Archive for the ‘Healthcare’ Category.

Repeal and Replace

Though it’s been ages.. AGES… since we’ve blogged, we (or maybe it’s just me) still feel as strongly that the healthcare bill needs to be repealed and replaced as. soon. as. possible. November can’t come soon enough, though now I’m a little worried that Republicans feel like it’s already a fait accompli and therefore almost useless to fight against it any longer. That would be a terrible, disastrous choice for their campaigns. And oh yeah, for the economy and for healthcare in general.

May we remind the good congressmen and women that the healthcare bill was passed late in the dark of a winter’s night, and only after Ms. Pelosi twisted so many arms the Indian burn was felt all the way to Michigan, and was so uncomfortable it caused sudden and unexpected resignations across the fruited plain. This means, people DON’T LIKE IT. (Republicans, if they’re smart, will capitalize on this.)

And then businesses did what businesses are legally bound to do — their accountants wrote down the massive charges the companies would take. And Democrats, many of whom are absolutely clueless about business, complained that companies were only publicizing their charges because they are all against Obama.

But why should we repeal the whole thing? Continue reading ‘Repeal and Replace’ »

Gibbs says health-care will become law this week

So sayeth the prophet of Obama.

44 – Gibbs says health-care will become law this week, but House Democrats still short of votes

And the arrogance of this administration continues apace.

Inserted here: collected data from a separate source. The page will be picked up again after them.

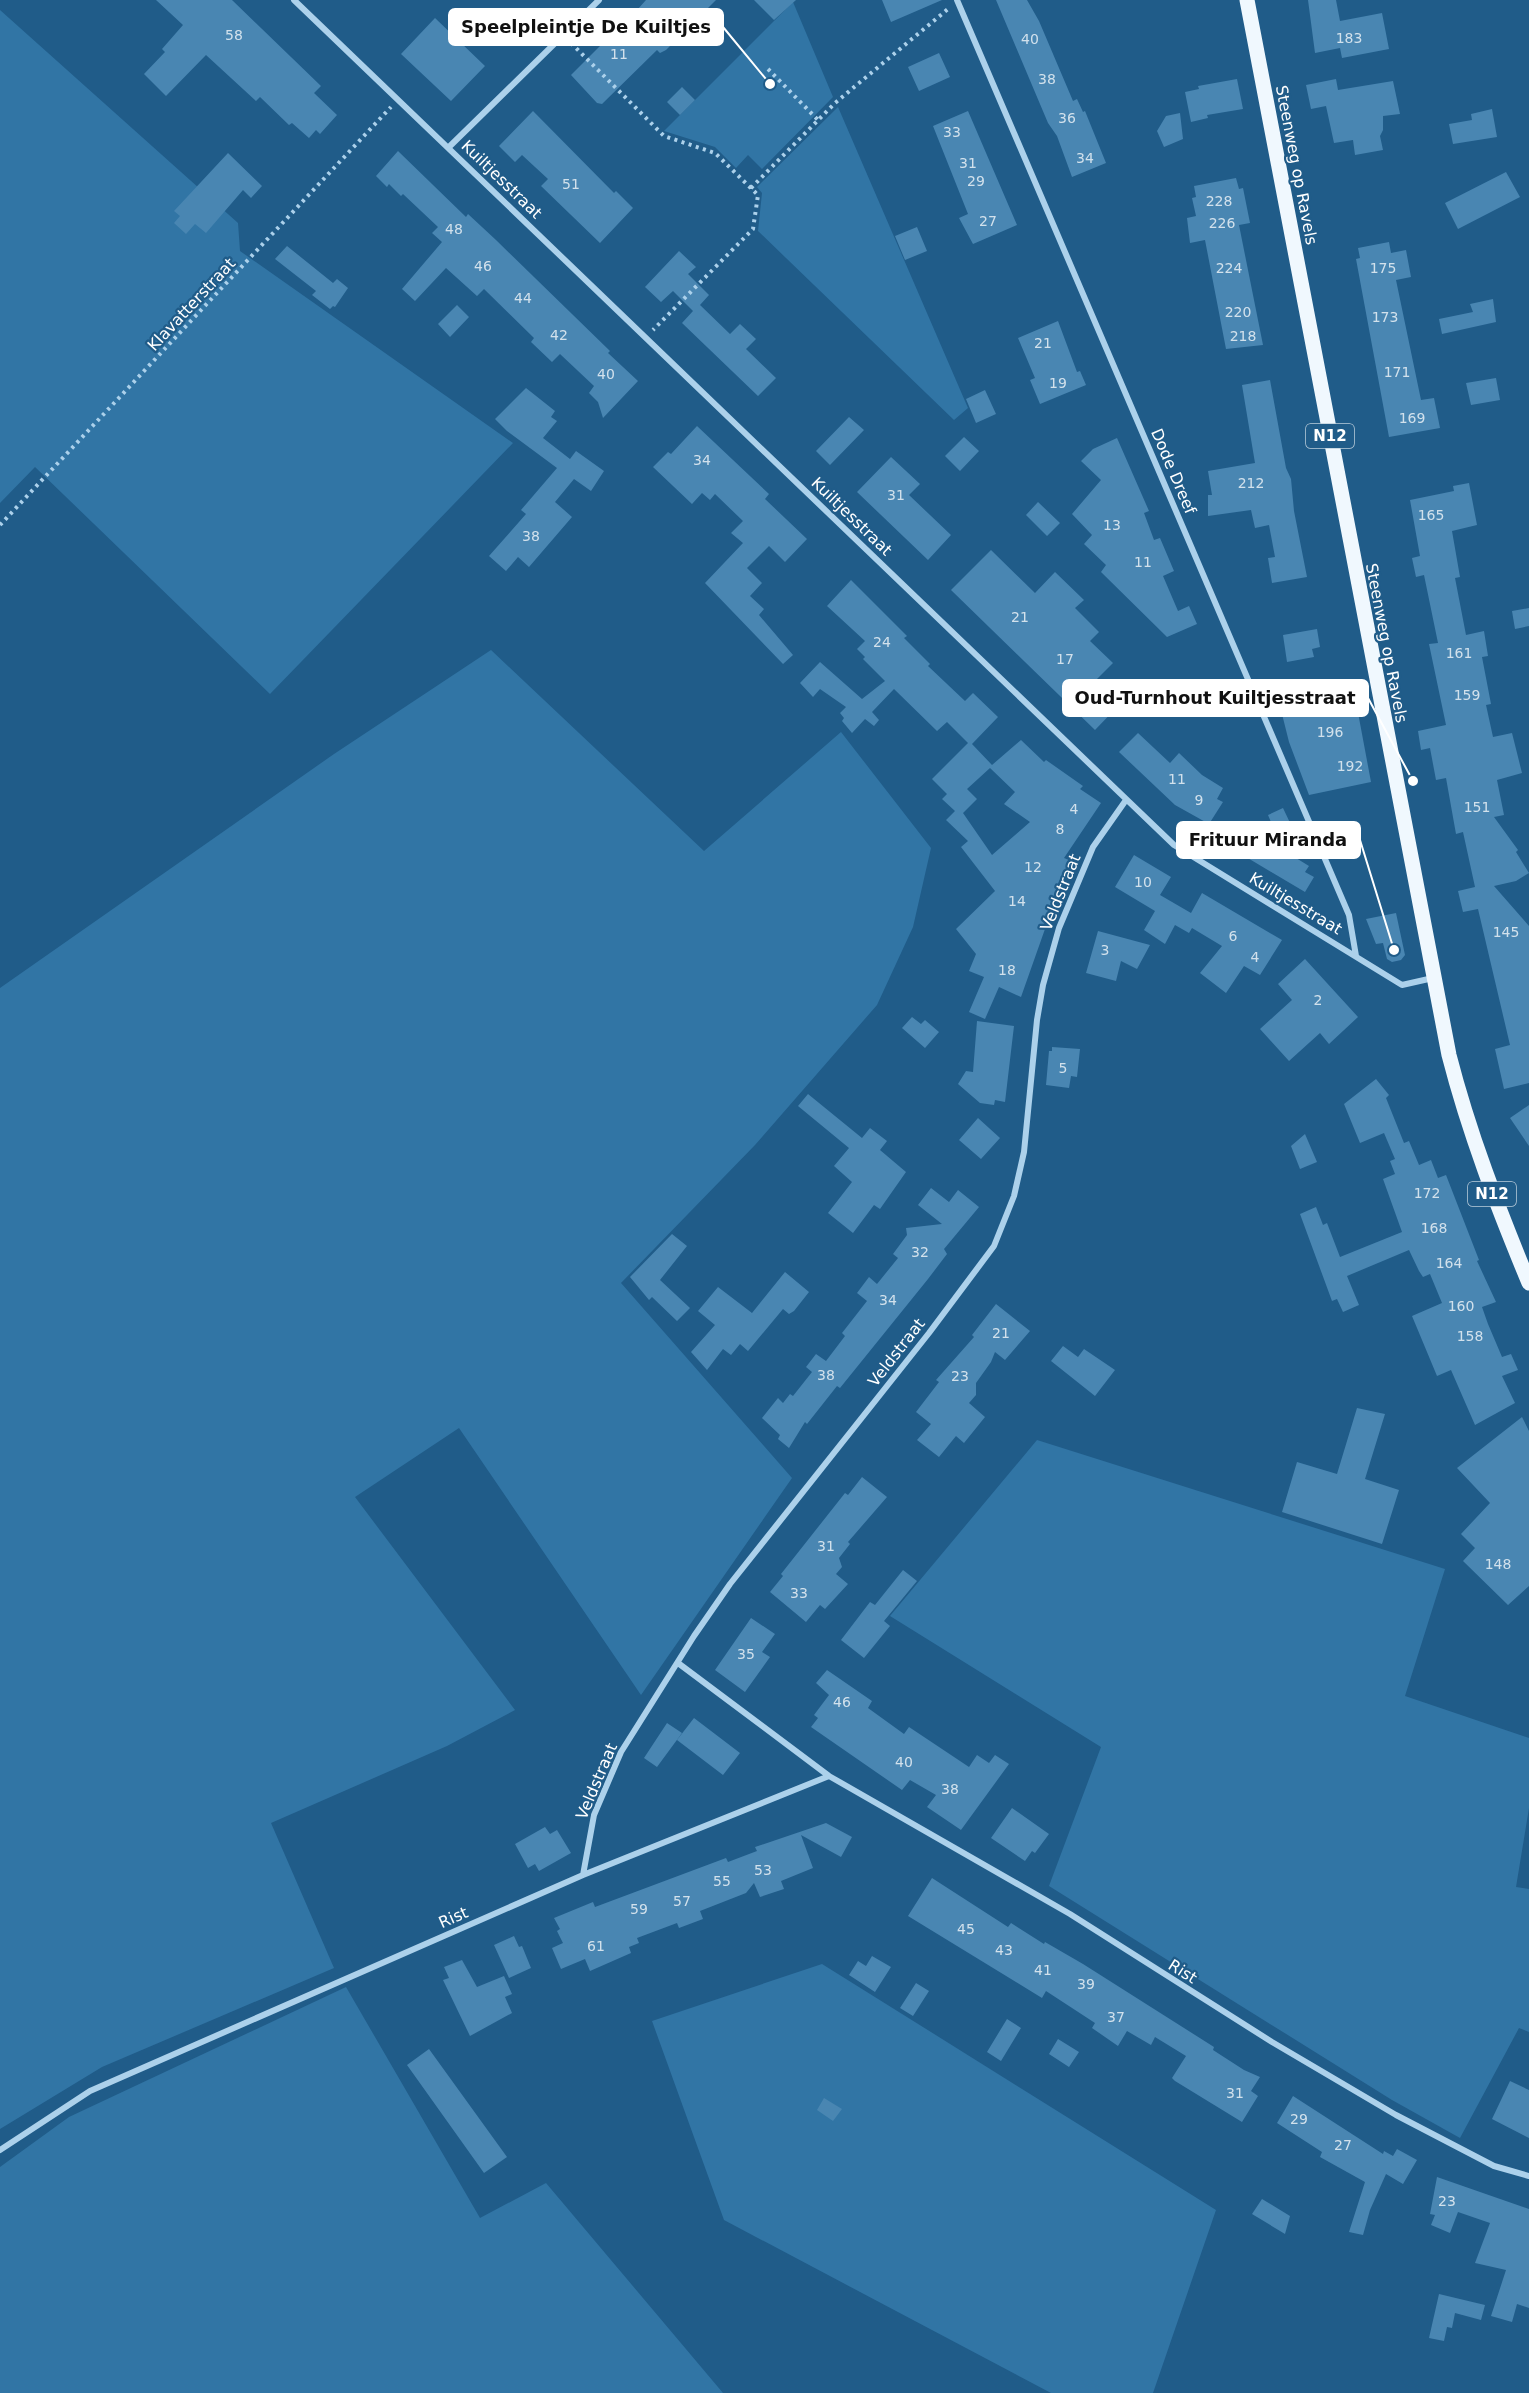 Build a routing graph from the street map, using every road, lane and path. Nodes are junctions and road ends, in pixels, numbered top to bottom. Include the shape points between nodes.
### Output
1 (294, 0) edge
2 (599, 0) edge
3 (958, 0) edge
4 (1247, 0) edge
5 (563, 35) junction
6 (768, 69) dead end
7 (398, 99) junction
8 (818, 120) junction
9 (449, 147) junction
10 (751, 188) junction
11 (646, 337) junction
12 (0, 525) edge
13 (1126, 800) junction
14 (1356, 956) junction
15 (1433, 978) junction
16 (1529, 1282) edge
17 (678, 1663) junction
18 (829, 1776) junction
19 (583, 1875) junction
20 (0, 2150) edge
21 (1529, 2176) edge

1 - 7 street, Kuiltjesstraat
2 - 5 street
3 - 8 path
3 - 14 street, Dode Dreef via 1349,915
4 - 15 main road, Steenweg op Ravels / N12
5 - 9 street
5 - 10 path via 664,136 715,153
6 - 8 path
7 - 9 street, Kuiltjesstraat
7 - 12 path, Klavatterstraat
8 - 10 path
9 - 11 street, Kuiltjesstraat
10 - 11 path via 758,195 753,229
11 - 13 street, Kuiltjesstraat
13 - 14 street, Kuiltjesstraat via 1174,845
13 - 17 street, Veldstraat via 1093,847 1059,928 1037,1020 1024,1152 1014,1196 994,1246 730,1584
14 - 15 street, Kuiltjesstraat via 1402,985
15 - 16 main road, Steenweg op Ravels / N12 via 1467,1121
17 - 18 street, Rist
17 - 19 street, Veldstraat via 621,1752 594,1815
18 - 19 street, Rist
18 - 21 street, Rist via 1070,1914 1396,2115 1494,2166
19 - 20 street, Rist via 90,2091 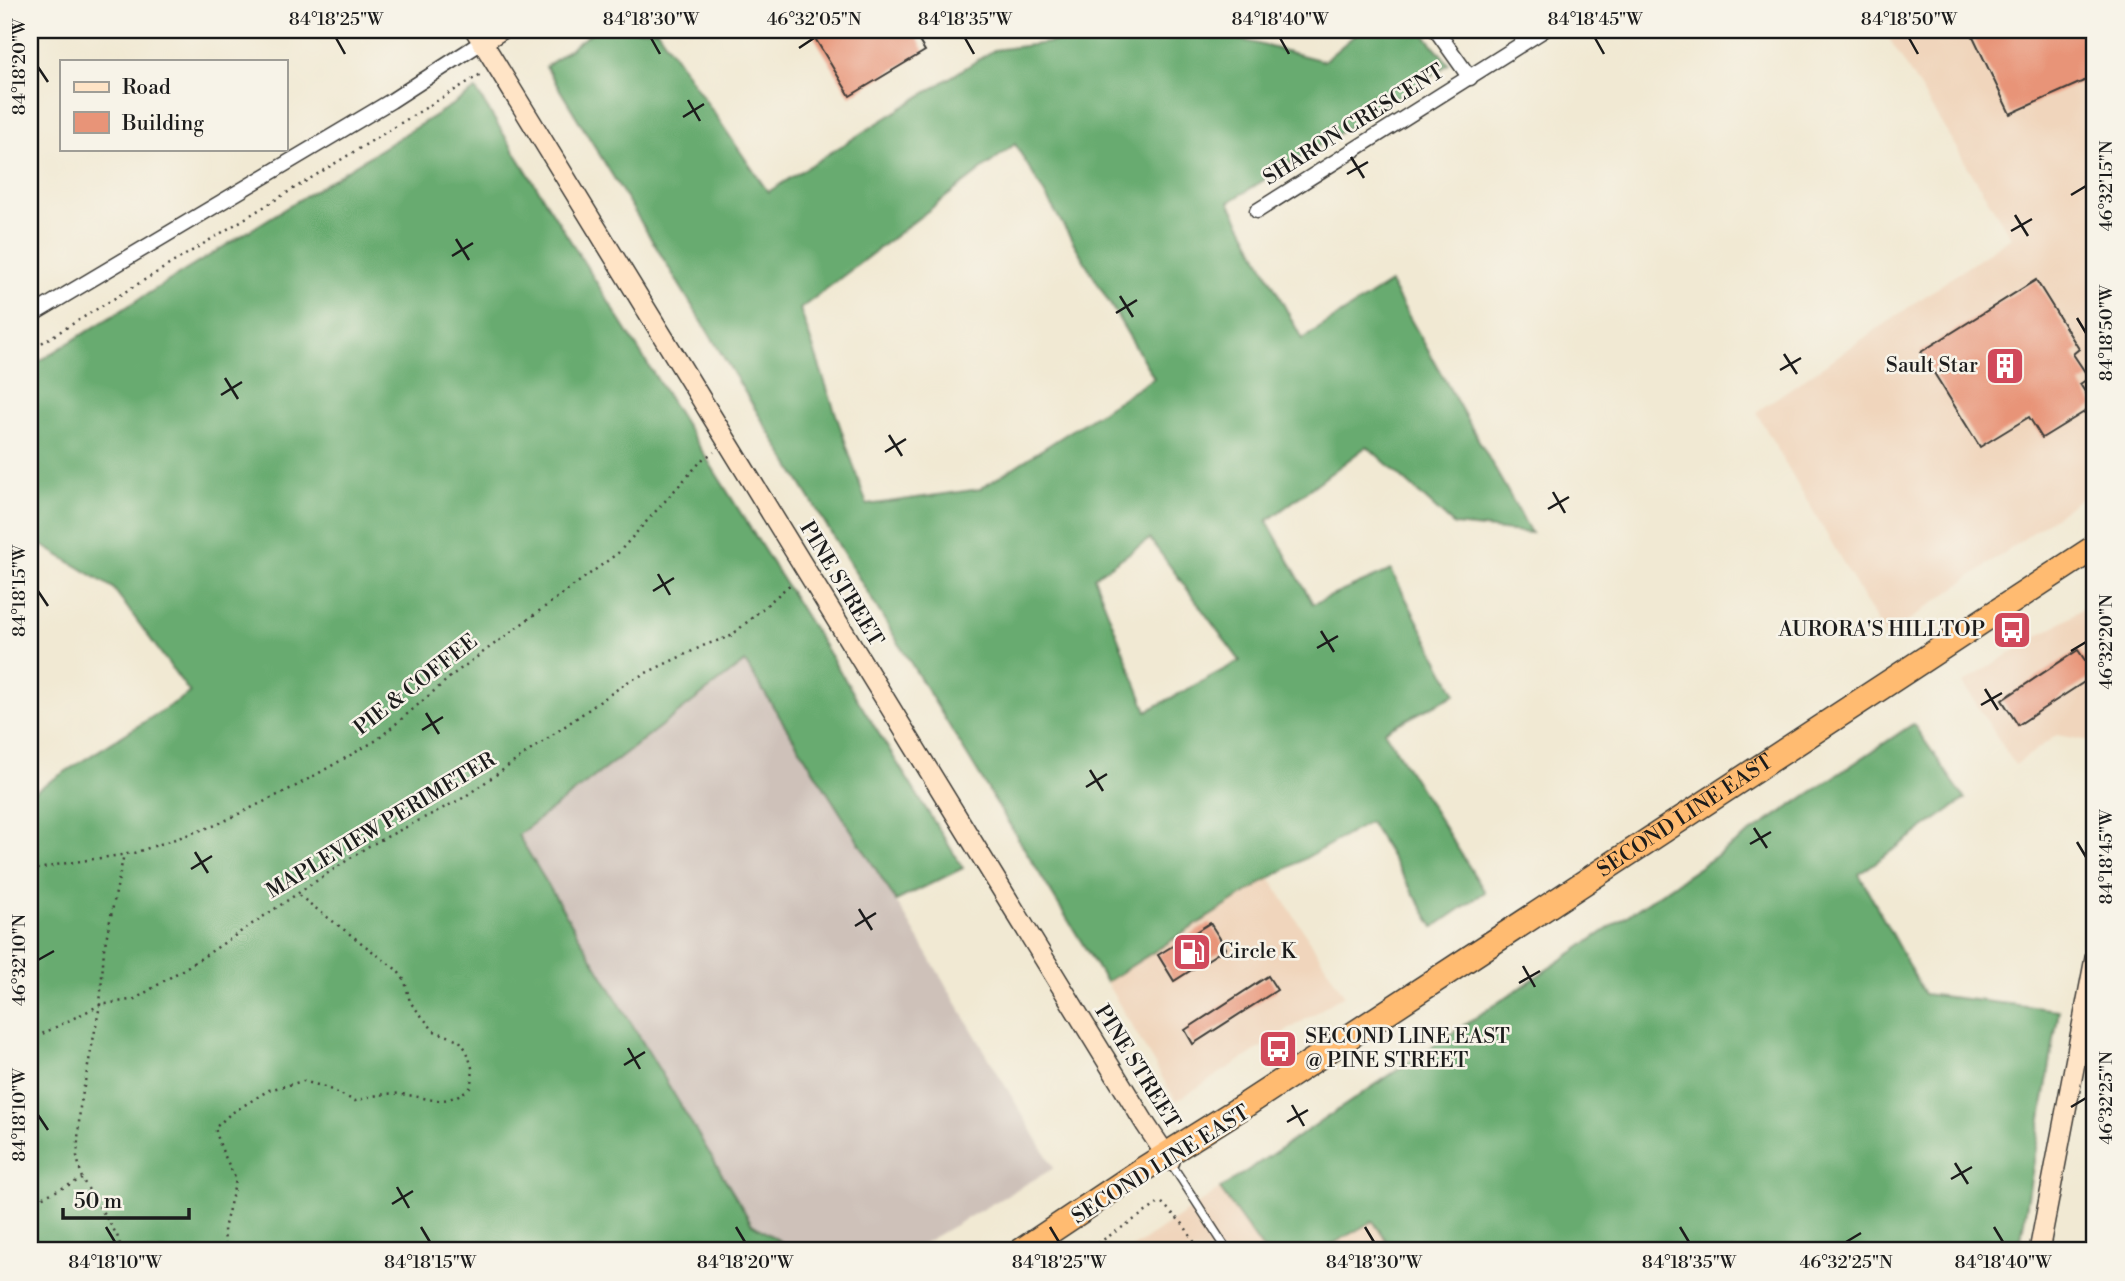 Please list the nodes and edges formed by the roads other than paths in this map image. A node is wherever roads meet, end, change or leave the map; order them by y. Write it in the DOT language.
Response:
graph roads {
  1 [pos="501,30"];
  2 [pos="1436,30"];
  3 [pos="1544,30"];
  4 [pos="478,36"];
  5 [pos="1469,78"];
  6 [pos="1256,211"];
  7 [pos="30,316"];
  8 [pos="2095,547"];
  9 [pos="2095,958"];
  10 [pos="1167,1158"];
  11 [pos="1030,1245"];
  12 [pos="1228,1251"];
  13 [pos="2039,1251"];
  1 -- 4 [label="street"];
  2 -- 5 [label="street"];
  3 -- 5 [label="street, SHARON CRESCENT"];
  4 -- 7 [label="street"];
  4 -- 10 [label="street, PINE STREET"];
  5 -- 6 [label="street, SHARON CRESCENT"];
  8 -- 10 [label="highway, SECOND LINE EAST"];
  9 -- 13 [label="street"];
  10 -- 11 [label="highway, SECOND LINE EAST"];
  10 -- 12 [label="lane"];
} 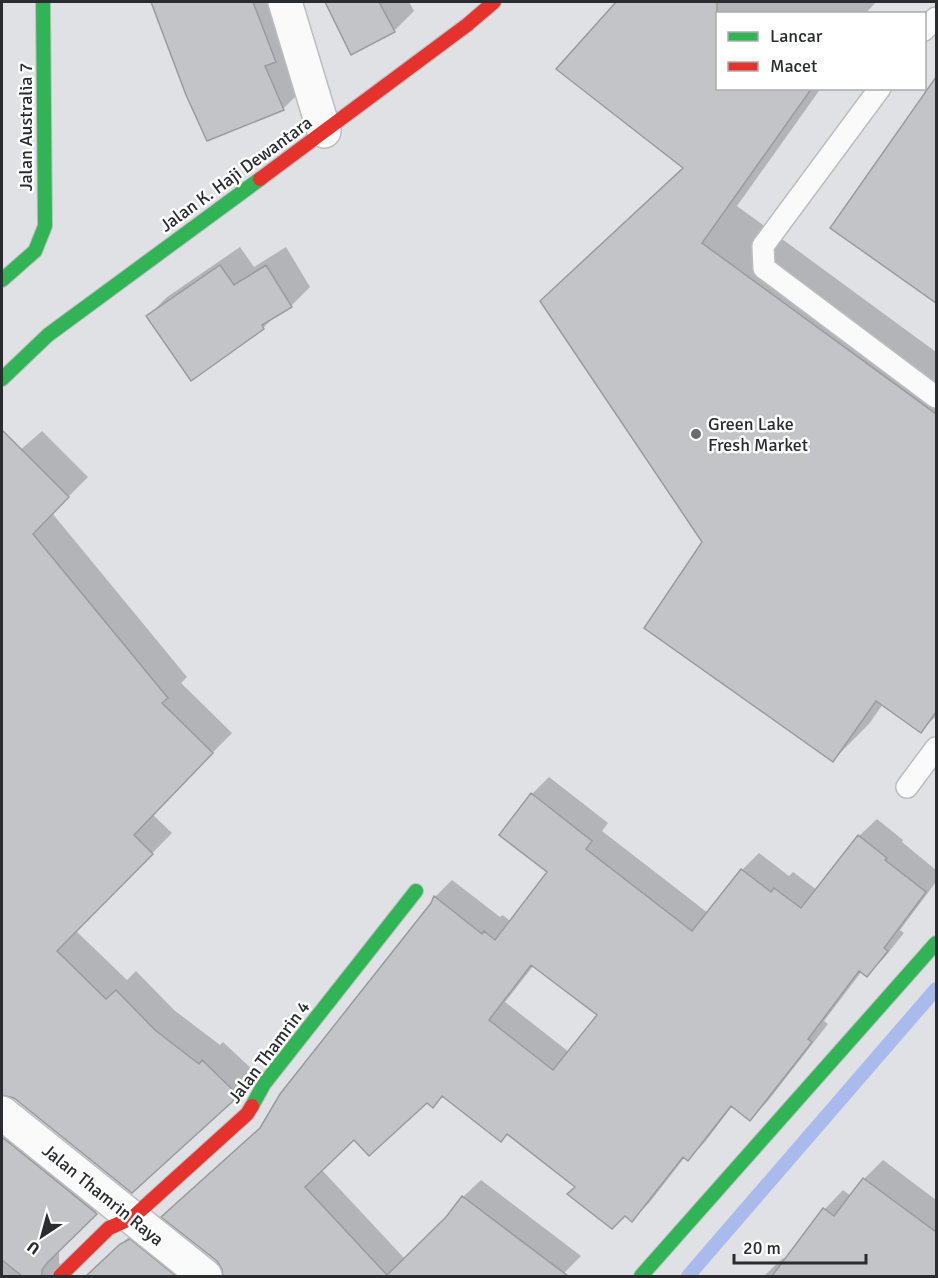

What worries me is that many Democrats who are not Obama/Pelosi/Reid just DON’T care about the political fallout of this thing. Many have announced they won’t be seeking reelection this year — so essentially they can do whatever they want between now and November. And we’ll thank them for their sacrifice later, or something.

Let us be clear once more — health care is NOT a right. It is NOT.  Neither is wealth, shelter, or frankly, friendship.  The “progressive” push has been to eliminate the view of natural rights on which this country, like it or not, was founded. The U.S. was not founded by members of  the Frankfort School or Hegelianism or the other REALLY BAD ideas that came out of Germany in the last part of the nineteenth century.

The founders did not all agree with one another, and obviously there are academic debates about how Christian they were, or if they were, or how centralized they felt the government needed to be. But they did all believe that as a republic, we had to be a moral country, or we would fail. They all agreed that there are “certain inalienable rights” — healthcare was not listed.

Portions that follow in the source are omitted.